Recorded data:

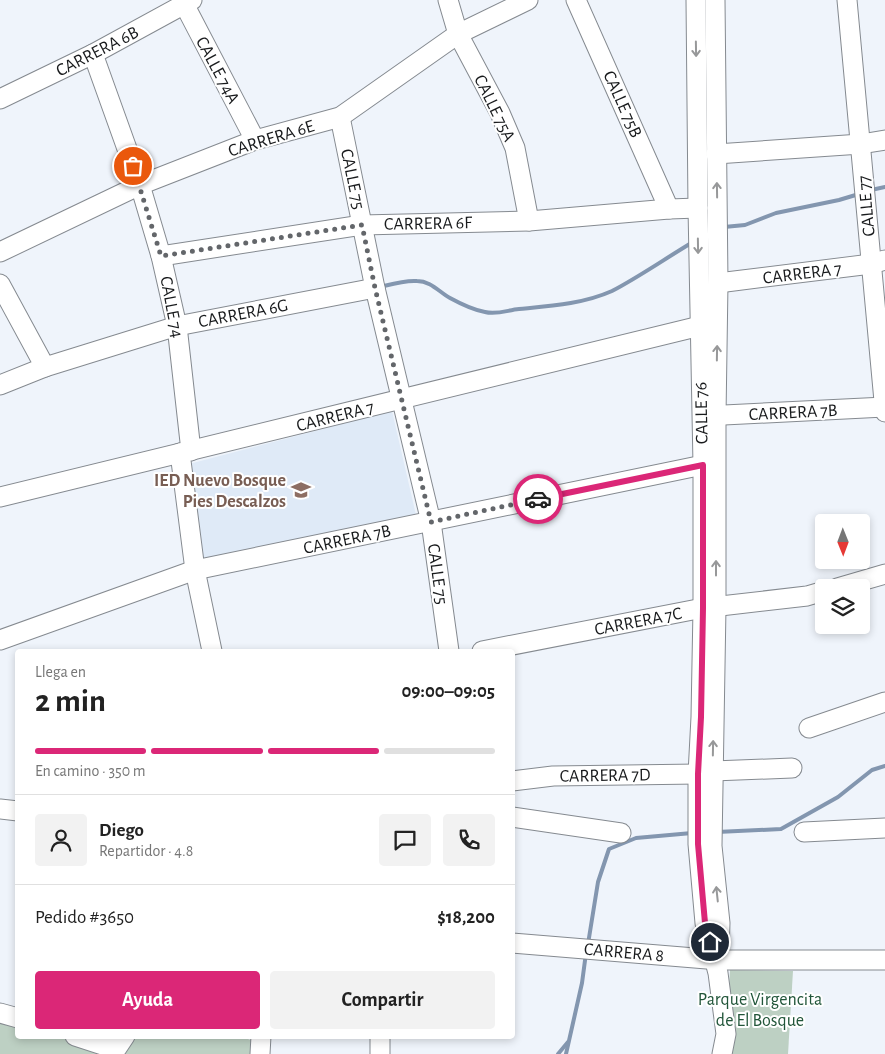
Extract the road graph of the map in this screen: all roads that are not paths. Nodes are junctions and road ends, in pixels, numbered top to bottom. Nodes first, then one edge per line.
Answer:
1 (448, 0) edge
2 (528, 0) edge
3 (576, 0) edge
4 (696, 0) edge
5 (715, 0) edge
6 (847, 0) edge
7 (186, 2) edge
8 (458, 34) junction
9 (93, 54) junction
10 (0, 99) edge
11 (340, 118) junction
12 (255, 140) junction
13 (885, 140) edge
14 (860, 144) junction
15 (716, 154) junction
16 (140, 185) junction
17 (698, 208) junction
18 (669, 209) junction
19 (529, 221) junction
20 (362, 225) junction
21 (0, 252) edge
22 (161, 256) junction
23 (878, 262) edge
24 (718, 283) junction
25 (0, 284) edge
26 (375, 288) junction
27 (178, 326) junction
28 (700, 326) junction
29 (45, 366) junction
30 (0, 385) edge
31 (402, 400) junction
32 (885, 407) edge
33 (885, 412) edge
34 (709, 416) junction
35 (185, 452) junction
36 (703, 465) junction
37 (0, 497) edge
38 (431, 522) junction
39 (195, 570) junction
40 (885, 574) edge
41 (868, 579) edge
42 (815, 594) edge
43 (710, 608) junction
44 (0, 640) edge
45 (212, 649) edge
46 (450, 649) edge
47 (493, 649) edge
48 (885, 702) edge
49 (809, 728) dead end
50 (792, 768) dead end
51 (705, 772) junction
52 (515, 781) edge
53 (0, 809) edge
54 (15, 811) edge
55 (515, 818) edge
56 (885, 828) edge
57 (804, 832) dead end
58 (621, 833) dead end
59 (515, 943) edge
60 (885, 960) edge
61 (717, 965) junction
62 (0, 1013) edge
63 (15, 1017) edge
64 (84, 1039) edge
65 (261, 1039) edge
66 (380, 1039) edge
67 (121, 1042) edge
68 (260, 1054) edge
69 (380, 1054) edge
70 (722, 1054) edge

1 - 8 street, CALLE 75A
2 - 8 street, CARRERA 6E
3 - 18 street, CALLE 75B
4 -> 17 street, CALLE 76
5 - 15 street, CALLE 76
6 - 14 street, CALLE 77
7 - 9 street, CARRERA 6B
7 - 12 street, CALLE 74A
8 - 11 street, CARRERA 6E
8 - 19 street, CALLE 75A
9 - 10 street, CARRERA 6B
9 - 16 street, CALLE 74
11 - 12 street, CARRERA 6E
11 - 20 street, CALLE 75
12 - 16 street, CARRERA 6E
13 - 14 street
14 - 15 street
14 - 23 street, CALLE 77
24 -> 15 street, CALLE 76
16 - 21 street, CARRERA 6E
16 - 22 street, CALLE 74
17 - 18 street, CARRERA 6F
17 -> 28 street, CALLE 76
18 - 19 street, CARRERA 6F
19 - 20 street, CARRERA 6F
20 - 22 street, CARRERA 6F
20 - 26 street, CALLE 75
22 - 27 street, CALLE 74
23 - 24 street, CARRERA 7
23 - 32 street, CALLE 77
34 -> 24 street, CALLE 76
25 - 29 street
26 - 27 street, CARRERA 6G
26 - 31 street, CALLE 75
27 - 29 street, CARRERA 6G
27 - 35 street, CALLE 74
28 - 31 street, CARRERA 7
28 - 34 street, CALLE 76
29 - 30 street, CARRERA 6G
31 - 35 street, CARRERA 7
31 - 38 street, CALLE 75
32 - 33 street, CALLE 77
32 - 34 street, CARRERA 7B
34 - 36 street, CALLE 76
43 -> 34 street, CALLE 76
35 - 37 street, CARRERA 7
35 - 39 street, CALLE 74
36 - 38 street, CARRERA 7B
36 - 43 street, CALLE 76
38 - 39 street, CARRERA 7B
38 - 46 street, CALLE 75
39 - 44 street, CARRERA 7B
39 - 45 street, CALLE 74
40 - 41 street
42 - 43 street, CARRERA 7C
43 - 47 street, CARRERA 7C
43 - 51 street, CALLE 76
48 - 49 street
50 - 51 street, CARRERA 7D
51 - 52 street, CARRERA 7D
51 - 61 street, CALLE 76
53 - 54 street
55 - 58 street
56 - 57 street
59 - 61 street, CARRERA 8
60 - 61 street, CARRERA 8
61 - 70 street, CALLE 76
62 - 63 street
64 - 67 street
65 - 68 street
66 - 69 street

Work task:
Every record gets retyped exactly; no picture goes into the copy.

The completed task:
Extract the road graph of the map in this screen: all roads that are not paths. Nodes are junctions and road ends, in pixels, numbered top to bottom. Nodes first, then one edge per line.
Answer:
1 (448, 0) edge
2 (528, 0) edge
3 (576, 0) edge
4 (696, 0) edge
5 (715, 0) edge
6 (847, 0) edge
7 (186, 2) edge
8 (458, 34) junction
9 (93, 54) junction
10 (0, 99) edge
11 (340, 118) junction
12 (255, 140) junction
13 (885, 140) edge
14 (860, 144) junction
15 (716, 154) junction
16 (140, 185) junction
17 (698, 208) junction
18 (669, 209) junction
19 (529, 221) junction
20 (362, 225) junction
21 (0, 252) edge
22 (161, 256) junction
23 (878, 262) edge
24 (718, 283) junction
25 (0, 284) edge
26 (375, 288) junction
27 (178, 326) junction
28 (700, 326) junction
29 (45, 366) junction
30 (0, 385) edge
31 (402, 400) junction
32 (885, 407) edge
33 (885, 412) edge
34 (709, 416) junction
35 (185, 452) junction
36 (703, 465) junction
37 (0, 497) edge
38 (431, 522) junction
39 (195, 570) junction
40 (885, 574) edge
41 (868, 579) edge
42 (815, 594) edge
43 (710, 608) junction
44 (0, 640) edge
45 (212, 649) edge
46 (450, 649) edge
47 (493, 649) edge
48 (885, 702) edge
49 (809, 728) dead end
50 (792, 768) dead end
51 (705, 772) junction
52 (515, 781) edge
53 (0, 809) edge
54 (15, 811) edge
55 (515, 818) edge
56 (885, 828) edge
57 (804, 832) dead end
58 (621, 833) dead end
59 (515, 943) edge
60 (885, 960) edge
61 (717, 965) junction
62 (0, 1013) edge
63 (15, 1017) edge
64 (84, 1039) edge
65 (261, 1039) edge
66 (380, 1039) edge
67 (121, 1042) edge
68 (260, 1054) edge
69 (380, 1054) edge
70 (722, 1054) edge

1 - 8 street, CALLE 75A
2 - 8 street, CARRERA 6E
3 - 18 street, CALLE 75B
4 -> 17 street, CALLE 76
5 - 15 street, CALLE 76
6 - 14 street, CALLE 77
7 - 9 street, CARRERA 6B
7 - 12 street, CALLE 74A
8 - 11 street, CARRERA 6E
8 - 19 street, CALLE 75A
9 - 10 street, CARRERA 6B
9 - 16 street, CALLE 74
11 - 12 street, CARRERA 6E
11 - 20 street, CALLE 75
12 - 16 street, CARRERA 6E
13 - 14 street
14 - 15 street
14 - 23 street, CALLE 77
24 -> 15 street, CALLE 76
16 - 21 street, CARRERA 6E
16 - 22 street, CALLE 74
17 - 18 street, CARRERA 6F
17 -> 28 street, CALLE 76
18 - 19 street, CARRERA 6F
19 - 20 street, CARRERA 6F
20 - 22 street, CARRERA 6F
20 - 26 street, CALLE 75
22 - 27 street, CALLE 74
23 - 24 street, CARRERA 7
23 - 32 street, CALLE 77
34 -> 24 street, CALLE 76
25 - 29 street
26 - 27 street, CARRERA 6G
26 - 31 street, CALLE 75
27 - 29 street, CARRERA 6G
27 - 35 street, CALLE 74
28 - 31 street, CARRERA 7
28 - 34 street, CALLE 76
29 - 30 street, CARRERA 6G
31 - 35 street, CARRERA 7
31 - 38 street, CALLE 75
32 - 33 street, CALLE 77
32 - 34 street, CARRERA 7B
34 - 36 street, CALLE 76
43 -> 34 street, CALLE 76
35 - 37 street, CARRERA 7
35 - 39 street, CALLE 74
36 - 38 street, CARRERA 7B
36 - 43 street, CALLE 76
38 - 39 street, CARRERA 7B
38 - 46 street, CALLE 75
39 - 44 street, CARRERA 7B
39 - 45 street, CALLE 74
40 - 41 street
42 - 43 street, CARRERA 7C
43 - 47 street, CARRERA 7C
43 - 51 street, CALLE 76
48 - 49 street
50 - 51 street, CARRERA 7D
51 - 52 street, CARRERA 7D
51 - 61 street, CALLE 76
53 - 54 street
55 - 58 street
56 - 57 street
59 - 61 street, CARRERA 8
60 - 61 street, CARRERA 8
61 - 70 street, CALLE 76
62 - 63 street
64 - 67 street
65 - 68 street
66 - 69 street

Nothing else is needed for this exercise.